*** Opening Records for the exercise ***

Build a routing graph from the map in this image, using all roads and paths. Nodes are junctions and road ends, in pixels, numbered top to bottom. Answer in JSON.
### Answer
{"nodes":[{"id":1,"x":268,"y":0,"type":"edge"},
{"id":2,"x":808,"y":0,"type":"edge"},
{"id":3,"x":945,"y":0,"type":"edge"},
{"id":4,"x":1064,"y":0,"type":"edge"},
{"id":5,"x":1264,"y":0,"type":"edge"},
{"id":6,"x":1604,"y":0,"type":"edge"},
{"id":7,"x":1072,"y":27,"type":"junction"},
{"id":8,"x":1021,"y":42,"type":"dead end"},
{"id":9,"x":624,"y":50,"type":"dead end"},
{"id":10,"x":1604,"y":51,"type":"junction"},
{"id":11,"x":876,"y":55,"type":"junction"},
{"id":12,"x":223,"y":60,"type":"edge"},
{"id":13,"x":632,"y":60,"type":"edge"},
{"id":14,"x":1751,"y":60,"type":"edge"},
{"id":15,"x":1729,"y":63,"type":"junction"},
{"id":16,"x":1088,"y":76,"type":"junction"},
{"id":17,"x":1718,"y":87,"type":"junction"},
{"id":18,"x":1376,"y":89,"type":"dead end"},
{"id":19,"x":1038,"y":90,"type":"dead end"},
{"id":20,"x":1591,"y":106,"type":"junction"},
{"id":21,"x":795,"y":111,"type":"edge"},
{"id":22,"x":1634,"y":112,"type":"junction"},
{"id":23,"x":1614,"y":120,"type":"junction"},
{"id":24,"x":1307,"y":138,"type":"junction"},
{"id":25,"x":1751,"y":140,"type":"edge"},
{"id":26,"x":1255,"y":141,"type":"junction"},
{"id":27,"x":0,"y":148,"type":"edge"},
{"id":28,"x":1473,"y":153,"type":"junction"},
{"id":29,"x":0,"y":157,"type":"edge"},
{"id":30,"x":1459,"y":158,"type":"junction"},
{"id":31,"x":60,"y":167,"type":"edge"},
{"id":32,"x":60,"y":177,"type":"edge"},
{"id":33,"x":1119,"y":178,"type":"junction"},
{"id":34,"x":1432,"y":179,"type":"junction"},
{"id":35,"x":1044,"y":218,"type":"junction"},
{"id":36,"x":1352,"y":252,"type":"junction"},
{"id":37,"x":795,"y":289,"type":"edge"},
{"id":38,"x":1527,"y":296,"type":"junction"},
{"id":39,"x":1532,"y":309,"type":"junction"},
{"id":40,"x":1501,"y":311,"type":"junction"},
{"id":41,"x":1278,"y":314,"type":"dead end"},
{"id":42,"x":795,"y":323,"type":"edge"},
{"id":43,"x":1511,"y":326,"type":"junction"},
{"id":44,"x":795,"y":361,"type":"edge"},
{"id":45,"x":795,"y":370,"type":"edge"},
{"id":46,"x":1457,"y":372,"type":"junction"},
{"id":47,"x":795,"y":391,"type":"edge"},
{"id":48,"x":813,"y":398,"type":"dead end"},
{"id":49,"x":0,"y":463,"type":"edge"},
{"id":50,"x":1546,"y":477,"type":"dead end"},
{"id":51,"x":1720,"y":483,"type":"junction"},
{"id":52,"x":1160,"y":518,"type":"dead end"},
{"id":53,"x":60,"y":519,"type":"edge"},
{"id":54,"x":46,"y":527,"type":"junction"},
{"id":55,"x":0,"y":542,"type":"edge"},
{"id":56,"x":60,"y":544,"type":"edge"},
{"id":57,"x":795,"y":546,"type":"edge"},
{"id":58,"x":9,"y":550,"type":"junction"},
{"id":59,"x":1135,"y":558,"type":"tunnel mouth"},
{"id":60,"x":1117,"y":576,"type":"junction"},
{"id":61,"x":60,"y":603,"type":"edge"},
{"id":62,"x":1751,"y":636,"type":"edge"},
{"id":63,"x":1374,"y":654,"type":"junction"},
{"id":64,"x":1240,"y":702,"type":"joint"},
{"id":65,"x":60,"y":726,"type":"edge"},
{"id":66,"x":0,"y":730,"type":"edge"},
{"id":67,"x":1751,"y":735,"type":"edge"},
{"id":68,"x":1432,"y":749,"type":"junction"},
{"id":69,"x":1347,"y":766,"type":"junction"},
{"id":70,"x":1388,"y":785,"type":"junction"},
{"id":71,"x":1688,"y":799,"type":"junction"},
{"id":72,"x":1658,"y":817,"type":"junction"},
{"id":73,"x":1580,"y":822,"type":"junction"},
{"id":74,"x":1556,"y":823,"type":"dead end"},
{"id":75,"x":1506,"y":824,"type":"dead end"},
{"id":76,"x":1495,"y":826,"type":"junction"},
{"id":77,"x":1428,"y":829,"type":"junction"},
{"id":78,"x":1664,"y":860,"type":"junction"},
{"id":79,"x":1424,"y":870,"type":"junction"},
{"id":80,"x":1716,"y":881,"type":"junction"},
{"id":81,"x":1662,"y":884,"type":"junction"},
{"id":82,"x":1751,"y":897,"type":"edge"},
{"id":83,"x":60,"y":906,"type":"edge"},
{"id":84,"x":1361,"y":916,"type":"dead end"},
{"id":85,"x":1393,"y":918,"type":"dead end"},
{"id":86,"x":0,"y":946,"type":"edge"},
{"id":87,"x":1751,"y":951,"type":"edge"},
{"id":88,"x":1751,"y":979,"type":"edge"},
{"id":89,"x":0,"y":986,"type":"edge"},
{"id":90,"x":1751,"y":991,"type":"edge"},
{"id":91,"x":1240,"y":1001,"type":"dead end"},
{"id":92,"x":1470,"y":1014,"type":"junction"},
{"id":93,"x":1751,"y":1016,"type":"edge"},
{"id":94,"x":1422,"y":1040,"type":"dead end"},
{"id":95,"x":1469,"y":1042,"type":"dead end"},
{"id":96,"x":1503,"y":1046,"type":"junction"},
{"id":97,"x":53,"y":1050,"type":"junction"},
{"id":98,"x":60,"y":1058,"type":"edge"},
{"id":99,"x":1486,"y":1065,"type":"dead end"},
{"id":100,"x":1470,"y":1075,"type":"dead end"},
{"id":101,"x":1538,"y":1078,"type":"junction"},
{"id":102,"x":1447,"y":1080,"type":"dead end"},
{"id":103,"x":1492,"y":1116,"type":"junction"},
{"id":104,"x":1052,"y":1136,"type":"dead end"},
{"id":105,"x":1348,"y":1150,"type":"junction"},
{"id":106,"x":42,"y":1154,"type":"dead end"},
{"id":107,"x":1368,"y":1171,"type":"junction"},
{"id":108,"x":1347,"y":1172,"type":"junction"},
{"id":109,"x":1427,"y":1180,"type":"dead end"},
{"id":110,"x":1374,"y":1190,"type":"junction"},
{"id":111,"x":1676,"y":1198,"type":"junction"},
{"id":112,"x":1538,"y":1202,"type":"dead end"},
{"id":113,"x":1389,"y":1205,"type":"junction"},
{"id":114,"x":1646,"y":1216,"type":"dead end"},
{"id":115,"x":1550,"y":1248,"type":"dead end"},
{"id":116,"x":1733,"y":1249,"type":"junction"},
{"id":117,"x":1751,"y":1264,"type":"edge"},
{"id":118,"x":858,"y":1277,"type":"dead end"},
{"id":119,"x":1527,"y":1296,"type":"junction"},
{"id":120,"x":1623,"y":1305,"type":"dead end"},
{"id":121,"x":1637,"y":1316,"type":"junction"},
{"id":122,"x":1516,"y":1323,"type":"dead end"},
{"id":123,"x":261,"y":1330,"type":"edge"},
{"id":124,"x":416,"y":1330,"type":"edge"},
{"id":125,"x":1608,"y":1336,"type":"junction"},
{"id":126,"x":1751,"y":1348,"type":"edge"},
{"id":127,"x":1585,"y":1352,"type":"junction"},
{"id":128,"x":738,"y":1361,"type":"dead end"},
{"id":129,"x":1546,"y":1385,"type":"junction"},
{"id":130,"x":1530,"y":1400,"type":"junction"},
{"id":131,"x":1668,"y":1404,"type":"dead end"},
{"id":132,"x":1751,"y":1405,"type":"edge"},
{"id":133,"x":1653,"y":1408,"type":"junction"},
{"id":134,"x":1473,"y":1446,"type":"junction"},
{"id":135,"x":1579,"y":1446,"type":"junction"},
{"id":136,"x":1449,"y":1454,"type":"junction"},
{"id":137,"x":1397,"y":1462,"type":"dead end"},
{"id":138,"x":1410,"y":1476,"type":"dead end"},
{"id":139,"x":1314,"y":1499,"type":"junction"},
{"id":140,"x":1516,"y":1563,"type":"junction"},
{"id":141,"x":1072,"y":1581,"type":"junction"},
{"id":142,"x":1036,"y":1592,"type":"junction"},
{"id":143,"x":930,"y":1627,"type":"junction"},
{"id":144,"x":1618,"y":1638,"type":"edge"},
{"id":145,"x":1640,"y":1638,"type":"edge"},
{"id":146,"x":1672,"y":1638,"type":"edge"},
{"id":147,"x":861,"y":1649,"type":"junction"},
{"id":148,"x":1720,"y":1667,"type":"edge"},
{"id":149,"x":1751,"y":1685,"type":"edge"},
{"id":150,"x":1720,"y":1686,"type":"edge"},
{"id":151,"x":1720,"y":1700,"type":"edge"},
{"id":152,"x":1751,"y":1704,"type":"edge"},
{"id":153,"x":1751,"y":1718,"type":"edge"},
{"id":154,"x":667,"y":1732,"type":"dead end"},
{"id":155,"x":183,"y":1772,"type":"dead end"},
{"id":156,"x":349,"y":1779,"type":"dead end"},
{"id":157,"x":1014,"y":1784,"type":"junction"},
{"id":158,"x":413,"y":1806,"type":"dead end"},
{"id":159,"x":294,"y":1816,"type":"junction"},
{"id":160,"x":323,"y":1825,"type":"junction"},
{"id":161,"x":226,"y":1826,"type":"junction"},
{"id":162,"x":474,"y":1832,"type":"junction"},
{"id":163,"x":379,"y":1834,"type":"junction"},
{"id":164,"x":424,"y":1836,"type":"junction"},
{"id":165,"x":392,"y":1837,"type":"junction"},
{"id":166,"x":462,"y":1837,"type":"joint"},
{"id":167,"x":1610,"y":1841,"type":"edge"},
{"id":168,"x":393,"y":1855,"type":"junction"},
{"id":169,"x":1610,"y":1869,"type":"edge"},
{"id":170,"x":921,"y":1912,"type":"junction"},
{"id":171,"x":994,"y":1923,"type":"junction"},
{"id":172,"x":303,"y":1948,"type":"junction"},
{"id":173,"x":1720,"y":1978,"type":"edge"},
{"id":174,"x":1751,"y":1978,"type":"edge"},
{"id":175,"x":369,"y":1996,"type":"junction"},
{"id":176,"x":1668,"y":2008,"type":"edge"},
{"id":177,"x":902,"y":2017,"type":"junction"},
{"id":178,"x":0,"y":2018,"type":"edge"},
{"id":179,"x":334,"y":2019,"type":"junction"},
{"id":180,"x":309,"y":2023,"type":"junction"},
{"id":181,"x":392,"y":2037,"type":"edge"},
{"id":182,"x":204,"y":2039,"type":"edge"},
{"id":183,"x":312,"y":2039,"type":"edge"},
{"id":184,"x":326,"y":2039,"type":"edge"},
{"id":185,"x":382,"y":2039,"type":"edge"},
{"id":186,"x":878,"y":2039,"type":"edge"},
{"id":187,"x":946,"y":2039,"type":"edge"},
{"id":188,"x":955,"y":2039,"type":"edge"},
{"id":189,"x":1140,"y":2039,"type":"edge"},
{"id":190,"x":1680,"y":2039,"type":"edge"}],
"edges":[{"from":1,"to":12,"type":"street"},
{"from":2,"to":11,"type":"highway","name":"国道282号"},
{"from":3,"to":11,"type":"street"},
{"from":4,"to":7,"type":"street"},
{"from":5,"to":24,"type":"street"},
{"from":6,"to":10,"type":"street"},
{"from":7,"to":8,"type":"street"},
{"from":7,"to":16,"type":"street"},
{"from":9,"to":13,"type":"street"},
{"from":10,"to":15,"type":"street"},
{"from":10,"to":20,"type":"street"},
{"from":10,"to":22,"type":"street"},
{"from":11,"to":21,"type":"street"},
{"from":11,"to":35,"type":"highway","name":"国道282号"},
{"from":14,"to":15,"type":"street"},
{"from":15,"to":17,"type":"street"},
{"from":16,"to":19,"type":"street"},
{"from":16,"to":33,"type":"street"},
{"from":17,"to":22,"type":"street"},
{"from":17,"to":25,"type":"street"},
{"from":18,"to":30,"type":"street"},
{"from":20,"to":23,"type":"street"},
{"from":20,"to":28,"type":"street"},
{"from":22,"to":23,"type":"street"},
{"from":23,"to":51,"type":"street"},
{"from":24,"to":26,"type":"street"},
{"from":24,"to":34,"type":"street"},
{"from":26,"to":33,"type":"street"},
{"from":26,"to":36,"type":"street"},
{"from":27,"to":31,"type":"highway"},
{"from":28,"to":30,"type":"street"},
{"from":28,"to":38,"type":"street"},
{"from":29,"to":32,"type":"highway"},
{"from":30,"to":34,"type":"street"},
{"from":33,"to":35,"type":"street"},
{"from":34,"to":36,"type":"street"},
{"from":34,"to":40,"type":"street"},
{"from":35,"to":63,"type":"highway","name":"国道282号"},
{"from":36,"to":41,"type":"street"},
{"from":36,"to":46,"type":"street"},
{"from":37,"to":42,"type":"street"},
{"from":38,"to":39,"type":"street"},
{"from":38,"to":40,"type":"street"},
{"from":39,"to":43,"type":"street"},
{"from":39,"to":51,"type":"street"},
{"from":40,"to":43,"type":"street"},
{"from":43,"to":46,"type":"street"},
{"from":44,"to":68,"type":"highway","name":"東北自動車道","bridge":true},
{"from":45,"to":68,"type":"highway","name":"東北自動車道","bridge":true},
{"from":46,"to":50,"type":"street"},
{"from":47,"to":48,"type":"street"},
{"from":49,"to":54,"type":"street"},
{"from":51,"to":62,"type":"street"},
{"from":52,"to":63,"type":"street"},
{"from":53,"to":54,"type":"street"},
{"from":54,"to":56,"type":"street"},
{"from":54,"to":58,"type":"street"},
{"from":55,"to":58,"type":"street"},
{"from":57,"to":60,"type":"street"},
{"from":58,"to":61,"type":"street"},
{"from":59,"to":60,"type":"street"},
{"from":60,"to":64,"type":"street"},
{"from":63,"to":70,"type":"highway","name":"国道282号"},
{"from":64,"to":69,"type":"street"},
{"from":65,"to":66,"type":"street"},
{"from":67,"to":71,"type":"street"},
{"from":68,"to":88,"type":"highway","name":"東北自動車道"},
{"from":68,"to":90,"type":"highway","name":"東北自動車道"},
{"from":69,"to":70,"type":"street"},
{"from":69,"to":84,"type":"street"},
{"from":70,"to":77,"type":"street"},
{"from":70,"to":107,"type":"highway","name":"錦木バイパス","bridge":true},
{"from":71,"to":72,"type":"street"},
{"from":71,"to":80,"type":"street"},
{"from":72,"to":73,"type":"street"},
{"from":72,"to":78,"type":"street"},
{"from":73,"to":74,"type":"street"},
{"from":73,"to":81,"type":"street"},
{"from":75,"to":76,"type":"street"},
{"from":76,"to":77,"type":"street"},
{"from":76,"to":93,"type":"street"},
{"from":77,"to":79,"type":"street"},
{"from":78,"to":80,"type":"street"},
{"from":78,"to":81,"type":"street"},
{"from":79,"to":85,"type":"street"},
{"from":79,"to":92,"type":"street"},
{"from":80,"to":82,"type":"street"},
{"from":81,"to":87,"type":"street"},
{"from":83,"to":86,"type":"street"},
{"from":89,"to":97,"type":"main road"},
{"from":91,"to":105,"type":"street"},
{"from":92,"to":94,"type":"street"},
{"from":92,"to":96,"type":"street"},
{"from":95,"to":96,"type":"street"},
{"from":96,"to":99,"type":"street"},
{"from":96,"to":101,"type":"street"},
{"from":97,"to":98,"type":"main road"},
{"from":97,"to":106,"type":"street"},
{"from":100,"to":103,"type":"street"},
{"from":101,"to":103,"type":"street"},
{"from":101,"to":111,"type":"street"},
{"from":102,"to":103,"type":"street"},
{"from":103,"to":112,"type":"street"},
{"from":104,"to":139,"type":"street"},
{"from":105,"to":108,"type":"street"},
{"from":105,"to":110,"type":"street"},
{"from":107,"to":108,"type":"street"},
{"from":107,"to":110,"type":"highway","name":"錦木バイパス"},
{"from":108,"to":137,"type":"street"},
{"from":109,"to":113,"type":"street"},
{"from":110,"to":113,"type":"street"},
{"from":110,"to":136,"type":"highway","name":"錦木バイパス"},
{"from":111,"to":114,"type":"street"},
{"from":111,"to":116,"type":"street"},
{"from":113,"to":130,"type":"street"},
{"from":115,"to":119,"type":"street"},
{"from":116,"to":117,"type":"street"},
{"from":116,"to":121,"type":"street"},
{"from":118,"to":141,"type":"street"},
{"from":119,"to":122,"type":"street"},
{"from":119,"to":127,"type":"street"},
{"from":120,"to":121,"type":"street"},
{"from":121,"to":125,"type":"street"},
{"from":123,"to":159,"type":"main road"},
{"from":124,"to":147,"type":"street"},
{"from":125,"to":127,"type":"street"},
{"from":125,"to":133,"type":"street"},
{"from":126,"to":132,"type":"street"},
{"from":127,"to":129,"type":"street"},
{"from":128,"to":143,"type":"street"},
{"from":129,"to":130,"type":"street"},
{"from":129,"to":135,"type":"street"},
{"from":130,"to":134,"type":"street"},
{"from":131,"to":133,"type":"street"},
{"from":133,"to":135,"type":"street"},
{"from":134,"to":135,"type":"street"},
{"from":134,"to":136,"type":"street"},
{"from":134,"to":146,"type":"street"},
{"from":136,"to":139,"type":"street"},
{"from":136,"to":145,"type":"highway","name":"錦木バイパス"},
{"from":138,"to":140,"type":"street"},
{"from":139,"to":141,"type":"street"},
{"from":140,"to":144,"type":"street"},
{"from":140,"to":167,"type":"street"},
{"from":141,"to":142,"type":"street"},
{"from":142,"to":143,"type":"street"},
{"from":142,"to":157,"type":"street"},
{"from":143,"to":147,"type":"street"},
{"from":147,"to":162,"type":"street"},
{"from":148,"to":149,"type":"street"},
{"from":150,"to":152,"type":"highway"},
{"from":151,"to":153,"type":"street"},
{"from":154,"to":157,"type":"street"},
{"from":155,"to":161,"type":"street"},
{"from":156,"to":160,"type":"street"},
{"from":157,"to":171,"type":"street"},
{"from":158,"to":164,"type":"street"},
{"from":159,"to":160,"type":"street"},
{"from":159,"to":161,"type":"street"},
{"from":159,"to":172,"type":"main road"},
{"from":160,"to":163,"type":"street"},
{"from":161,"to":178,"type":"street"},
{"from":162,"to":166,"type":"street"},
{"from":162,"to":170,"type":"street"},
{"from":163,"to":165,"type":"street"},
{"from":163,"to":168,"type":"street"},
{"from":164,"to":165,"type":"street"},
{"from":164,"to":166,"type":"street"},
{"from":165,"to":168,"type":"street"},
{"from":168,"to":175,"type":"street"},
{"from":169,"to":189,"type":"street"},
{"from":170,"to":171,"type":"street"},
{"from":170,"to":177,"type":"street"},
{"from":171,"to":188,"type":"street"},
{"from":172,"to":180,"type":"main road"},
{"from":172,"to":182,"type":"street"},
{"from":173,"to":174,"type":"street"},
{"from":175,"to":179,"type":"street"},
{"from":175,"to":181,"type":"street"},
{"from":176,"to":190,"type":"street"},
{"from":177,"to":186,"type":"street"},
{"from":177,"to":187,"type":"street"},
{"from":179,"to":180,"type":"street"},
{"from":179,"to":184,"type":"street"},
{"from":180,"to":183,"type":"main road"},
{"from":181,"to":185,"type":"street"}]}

*** Closing Records for the exercise ***

Task goal:
If a line in the records above holds the string "錦木バイパス", copy it out.

Solution to this exercise:
{"from":70,"to":107,"type":"highway","name":"錦木バイパス","bridge":true},
{"from":107,"to":110,"type":"highway","name":"錦木バイパス"},
{"from":110,"to":136,"type":"highway","name":"錦木バイパス"},
{"from":136,"to":145,"type":"highway","name":"錦木バイパス"},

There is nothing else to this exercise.